[Data supplied]
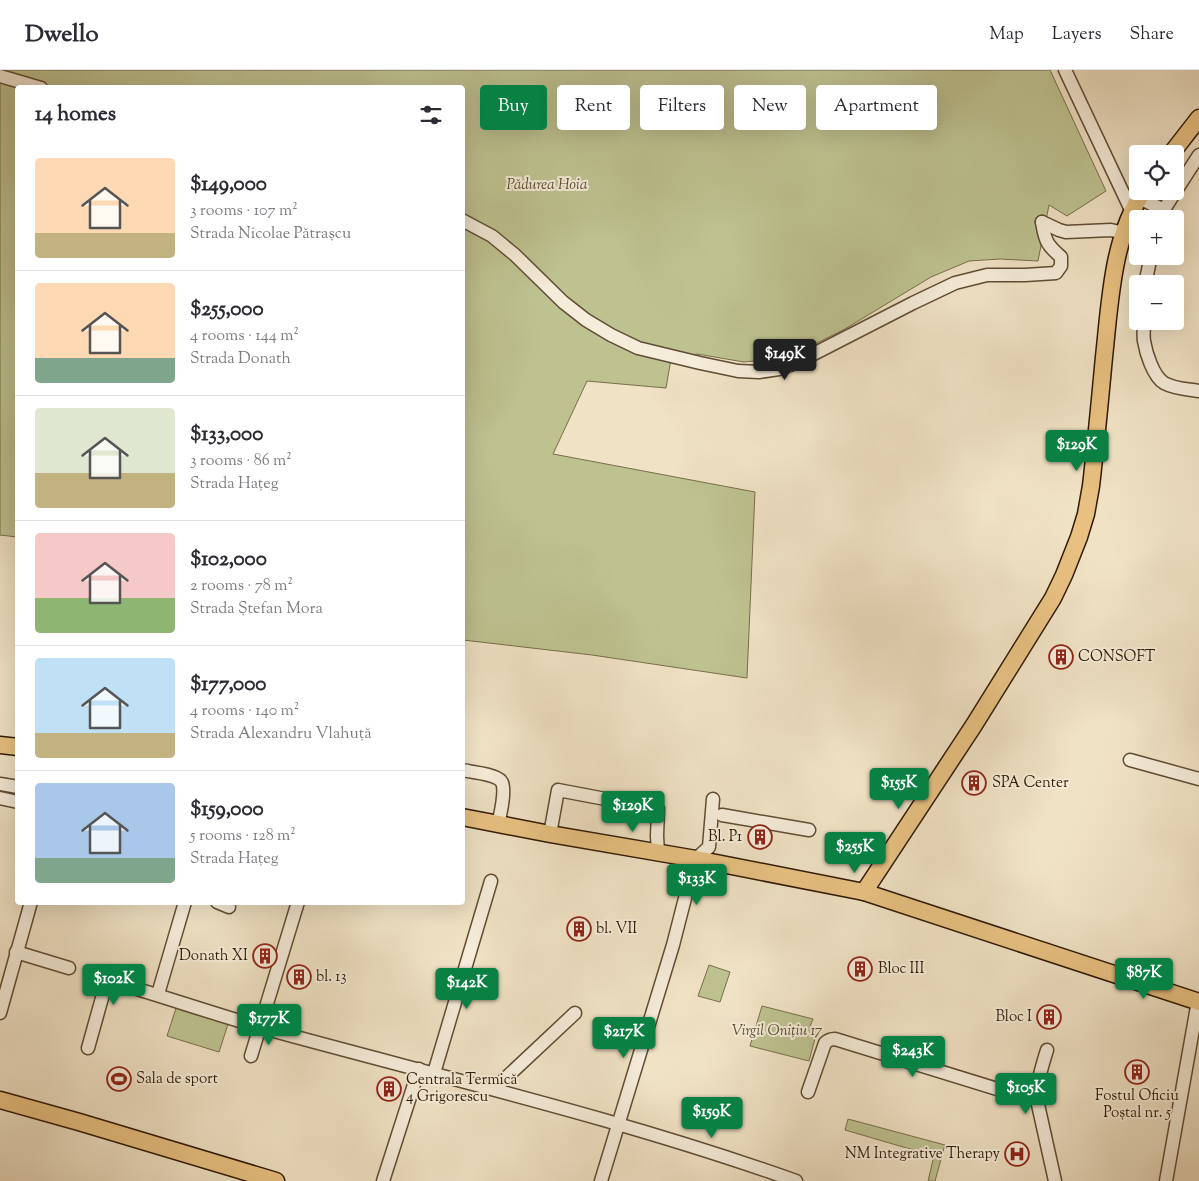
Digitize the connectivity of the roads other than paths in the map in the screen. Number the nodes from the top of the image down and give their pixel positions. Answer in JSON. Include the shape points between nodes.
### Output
{"nodes":[{"id":1,"x":1065,"y":70,"type":"edge"},
{"id":2,"x":0,"y":76,"type":"edge"},
{"id":3,"x":31,"y":85,"type":"edge"},
{"id":4,"x":1199,"y":118,"type":"edge"},
{"id":5,"x":1178,"y":145,"type":"edge"},
{"id":6,"x":1199,"y":154,"type":"edge"},
{"id":7,"x":1129,"y":184,"type":"edge"},
{"id":8,"x":1138,"y":200,"type":"edge"},
{"id":9,"x":1161,"y":210,"type":"edge"},
{"id":10,"x":1167,"y":210,"type":"edge"},
{"id":11,"x":465,"y":222,"type":"edge"},
{"id":12,"x":1124,"y":233,"type":"junction"},
{"id":13,"x":1144,"y":330,"type":"edge"},
{"id":14,"x":1199,"y":391,"type":"edge"},
{"id":15,"x":0,"y":745,"type":"edge"},
{"id":16,"x":15,"y":747,"type":"edge"},
{"id":17,"x":1130,"y":760,"type":"dead end"},
{"id":18,"x":465,"y":771,"type":"edge"},
{"id":19,"x":1199,"y":779,"type":"edge"},
{"id":20,"x":0,"y":784,"type":"edge"},
{"id":21,"x":15,"y":786,"type":"edge"},
{"id":22,"x":0,"y":798,"type":"edge"},
{"id":23,"x":713,"y":800,"type":"dead end"},
{"id":24,"x":15,"y":801,"type":"edge"},
{"id":25,"x":722,"y":815,"type":"dead end"},
{"id":26,"x":465,"y":818,"type":"edge"},
{"id":27,"x":498,"y":824,"type":"junction"},
{"id":28,"x":809,"y":830,"type":"dead end"},
{"id":29,"x":550,"y":834,"type":"junction"},
{"id":30,"x":658,"y":853,"type":"junction"},
{"id":31,"x":696,"y":859,"type":"junction"},
{"id":32,"x":491,"y":881,"type":"dead end"},
{"id":33,"x":864,"y":892,"type":"junction"},
{"id":34,"x":30,"y":905,"type":"edge"},
{"id":35,"x":184,"y":905,"type":"edge"},
{"id":36,"x":297,"y":905,"type":"edge"},
{"id":37,"x":16,"y":952,"type":"junction"},
{"id":38,"x":69,"y":968,"type":"dead end"},
{"id":39,"x":158,"y":994,"type":"junction"},
{"id":40,"x":1198,"y":1001,"type":"edge"},
{"id":41,"x":0,"y":1013,"type":"edge"},
{"id":42,"x":575,"y":1013,"type":"dead end"},
{"id":43,"x":260,"y":1027,"type":"junction"},
{"id":44,"x":88,"y":1048,"type":"dead end"},
{"id":45,"x":1047,"y":1050,"type":"dead end"},
{"id":46,"x":251,"y":1056,"type":"dead end"},
{"id":47,"x":419,"y":1069,"type":"junction"},
{"id":48,"x":434,"y":1073,"type":"junction"},
{"id":49,"x":494,"y":1089,"type":"junction"},
{"id":50,"x":808,"y":1092,"type":"dead end"},
{"id":51,"x":0,"y":1100,"type":"edge"},
{"id":52,"x":1037,"y":1100,"type":"junction"},
{"id":53,"x":619,"y":1124,"type":"junction"},
{"id":54,"x":774,"y":1177,"type":"edge"},
{"id":55,"x":276,"y":1181,"type":"edge"},
{"id":56,"x":383,"y":1181,"type":"edge"},
{"id":57,"x":601,"y":1181,"type":"edge"},
{"id":58,"x":796,"y":1181,"type":"edge"},
{"id":59,"x":1055,"y":1181,"type":"edge"},
{"id":60,"x":1166,"y":1181,"type":"edge"}],
"edges":[{"from":1,"to":7,"type":"street"},
{"from":2,"to":3,"type":"street"},
{"from":4,"to":5,"type":"main road"},
{"from":6,"to":10,"type":"street"},
{"from":8,"to":9,"type":"street"},
{"from":8,"to":12,"type":"main road"},
{"from":11,"to":12,"type":"street","via":[[492,236],[563,302],[611,335],[638,348],[738,371],[759,372],[796,363],[955,283],[987,275],[1056,273],[1061,266],[1061,257],[1044,237],[1042,222],[1066,232],[1111,230]]},
{"from":12,"to":33,"type":"main road","via":[[1112,286],[1091,486],[1086,514],[1070,562],[1053,598],[1016,658]]},
{"from":13,"to":14,"type":"street","via":[[1146,352],[1157,376],[1170,385]]},
{"from":15,"to":16,"type":"main road"},
{"from":17,"to":19,"type":"street"},
{"from":18,"to":27,"type":"street","via":[[501,781],[504,786]]},
{"from":20,"to":21,"type":"street"},
{"from":22,"to":24,"type":"street"},
{"from":23,"to":31,"type":"street","via":[[709,847]]},
{"from":25,"to":28,"type":"street"},
{"from":26,"to":27,"type":"main road"},
{"from":27,"to":29,"type":"main road"},
{"from":29,"to":30,"type":"main road"},
{"from":29,"to":30,"type":"street","via":[[558,790],[658,809]]},
{"from":30,"to":31,"type":"main road"},
{"from":31,"to":33,"type":"main road"},
{"from":31,"to":53,"type":"street"},
{"from":32,"to":48,"type":"street"},
{"from":33,"to":40,"type":"main road"},
{"from":34,"to":37,"type":"street"},
{"from":35,"to":39,"type":"street"},
{"from":36,"to":43,"type":"street"},
{"from":37,"to":38,"type":"street"},
{"from":37,"to":41,"type":"street"},
{"from":39,"to":43,"type":"street"},
{"from":39,"to":44,"type":"street","via":[[107,980]]},
{"from":40,"to":60,"type":"street"},
{"from":42,"to":49,"type":"street"},
{"from":43,"to":46,"type":"street"},
{"from":43,"to":47,"type":"street"},
{"from":45,"to":52,"type":"street"},
{"from":47,"to":48,"type":"street"},
{"from":47,"to":56,"type":"street"},
{"from":48,"to":49,"type":"street"},
{"from":49,"to":53,"type":"street"},
{"from":50,"to":52,"type":"street","via":[[825,1043],[835,1039]]},
{"from":51,"to":55,"type":"main road"},
{"from":52,"to":59,"type":"street"},
{"from":53,"to":54,"type":"street"},
{"from":53,"to":57,"type":"street"},
{"from":54,"to":58,"type":"street"}]}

[What is being asked]
Omit the pictures, then give every record back exactly as it stands.

[Your solution]
Digitize the connectivity of the roads other than paths in the map in the screen. Number the nodes from the top of the image down and give their pixel positions. Answer in JSON. Include the shape points between nodes.
### Output
{"nodes":[{"id":1,"x":1065,"y":70,"type":"edge"},
{"id":2,"x":0,"y":76,"type":"edge"},
{"id":3,"x":31,"y":85,"type":"edge"},
{"id":4,"x":1199,"y":118,"type":"edge"},
{"id":5,"x":1178,"y":145,"type":"edge"},
{"id":6,"x":1199,"y":154,"type":"edge"},
{"id":7,"x":1129,"y":184,"type":"edge"},
{"id":8,"x":1138,"y":200,"type":"edge"},
{"id":9,"x":1161,"y":210,"type":"edge"},
{"id":10,"x":1167,"y":210,"type":"edge"},
{"id":11,"x":465,"y":222,"type":"edge"},
{"id":12,"x":1124,"y":233,"type":"junction"},
{"id":13,"x":1144,"y":330,"type":"edge"},
{"id":14,"x":1199,"y":391,"type":"edge"},
{"id":15,"x":0,"y":745,"type":"edge"},
{"id":16,"x":15,"y":747,"type":"edge"},
{"id":17,"x":1130,"y":760,"type":"dead end"},
{"id":18,"x":465,"y":771,"type":"edge"},
{"id":19,"x":1199,"y":779,"type":"edge"},
{"id":20,"x":0,"y":784,"type":"edge"},
{"id":21,"x":15,"y":786,"type":"edge"},
{"id":22,"x":0,"y":798,"type":"edge"},
{"id":23,"x":713,"y":800,"type":"dead end"},
{"id":24,"x":15,"y":801,"type":"edge"},
{"id":25,"x":722,"y":815,"type":"dead end"},
{"id":26,"x":465,"y":818,"type":"edge"},
{"id":27,"x":498,"y":824,"type":"junction"},
{"id":28,"x":809,"y":830,"type":"dead end"},
{"id":29,"x":550,"y":834,"type":"junction"},
{"id":30,"x":658,"y":853,"type":"junction"},
{"id":31,"x":696,"y":859,"type":"junction"},
{"id":32,"x":491,"y":881,"type":"dead end"},
{"id":33,"x":864,"y":892,"type":"junction"},
{"id":34,"x":30,"y":905,"type":"edge"},
{"id":35,"x":184,"y":905,"type":"edge"},
{"id":36,"x":297,"y":905,"type":"edge"},
{"id":37,"x":16,"y":952,"type":"junction"},
{"id":38,"x":69,"y":968,"type":"dead end"},
{"id":39,"x":158,"y":994,"type":"junction"},
{"id":40,"x":1198,"y":1001,"type":"edge"},
{"id":41,"x":0,"y":1013,"type":"edge"},
{"id":42,"x":575,"y":1013,"type":"dead end"},
{"id":43,"x":260,"y":1027,"type":"junction"},
{"id":44,"x":88,"y":1048,"type":"dead end"},
{"id":45,"x":1047,"y":1050,"type":"dead end"},
{"id":46,"x":251,"y":1056,"type":"dead end"},
{"id":47,"x":419,"y":1069,"type":"junction"},
{"id":48,"x":434,"y":1073,"type":"junction"},
{"id":49,"x":494,"y":1089,"type":"junction"},
{"id":50,"x":808,"y":1092,"type":"dead end"},
{"id":51,"x":0,"y":1100,"type":"edge"},
{"id":52,"x":1037,"y":1100,"type":"junction"},
{"id":53,"x":619,"y":1124,"type":"junction"},
{"id":54,"x":774,"y":1177,"type":"edge"},
{"id":55,"x":276,"y":1181,"type":"edge"},
{"id":56,"x":383,"y":1181,"type":"edge"},
{"id":57,"x":601,"y":1181,"type":"edge"},
{"id":58,"x":796,"y":1181,"type":"edge"},
{"id":59,"x":1055,"y":1181,"type":"edge"},
{"id":60,"x":1166,"y":1181,"type":"edge"}],
"edges":[{"from":1,"to":7,"type":"street"},
{"from":2,"to":3,"type":"street"},
{"from":4,"to":5,"type":"main road"},
{"from":6,"to":10,"type":"street"},
{"from":8,"to":9,"type":"street"},
{"from":8,"to":12,"type":"main road"},
{"from":11,"to":12,"type":"street","via":[[492,236],[563,302],[611,335],[638,348],[738,371],[759,372],[796,363],[955,283],[987,275],[1056,273],[1061,266],[1061,257],[1044,237],[1042,222],[1066,232],[1111,230]]},
{"from":12,"to":33,"type":"main road","via":[[1112,286],[1091,486],[1086,514],[1070,562],[1053,598],[1016,658]]},
{"from":13,"to":14,"type":"street","via":[[1146,352],[1157,376],[1170,385]]},
{"from":15,"to":16,"type":"main road"},
{"from":17,"to":19,"type":"street"},
{"from":18,"to":27,"type":"street","via":[[501,781],[504,786]]},
{"from":20,"to":21,"type":"street"},
{"from":22,"to":24,"type":"street"},
{"from":23,"to":31,"type":"street","via":[[709,847]]},
{"from":25,"to":28,"type":"street"},
{"from":26,"to":27,"type":"main road"},
{"from":27,"to":29,"type":"main road"},
{"from":29,"to":30,"type":"main road"},
{"from":29,"to":30,"type":"street","via":[[558,790],[658,809]]},
{"from":30,"to":31,"type":"main road"},
{"from":31,"to":33,"type":"main road"},
{"from":31,"to":53,"type":"street"},
{"from":32,"to":48,"type":"street"},
{"from":33,"to":40,"type":"main road"},
{"from":34,"to":37,"type":"street"},
{"from":35,"to":39,"type":"street"},
{"from":36,"to":43,"type":"street"},
{"from":37,"to":38,"type":"street"},
{"from":37,"to":41,"type":"street"},
{"from":39,"to":43,"type":"street"},
{"from":39,"to":44,"type":"street","via":[[107,980]]},
{"from":40,"to":60,"type":"street"},
{"from":42,"to":49,"type":"street"},
{"from":43,"to":46,"type":"street"},
{"from":43,"to":47,"type":"street"},
{"from":45,"to":52,"type":"street"},
{"from":47,"to":48,"type":"street"},
{"from":47,"to":56,"type":"street"},
{"from":48,"to":49,"type":"street"},
{"from":49,"to":53,"type":"street"},
{"from":50,"to":52,"type":"street","via":[[825,1043],[835,1039]]},
{"from":51,"to":55,"type":"main road"},
{"from":52,"to":59,"type":"street"},
{"from":53,"to":54,"type":"street"},
{"from":53,"to":57,"type":"street"},
{"from":54,"to":58,"type":"street"}]}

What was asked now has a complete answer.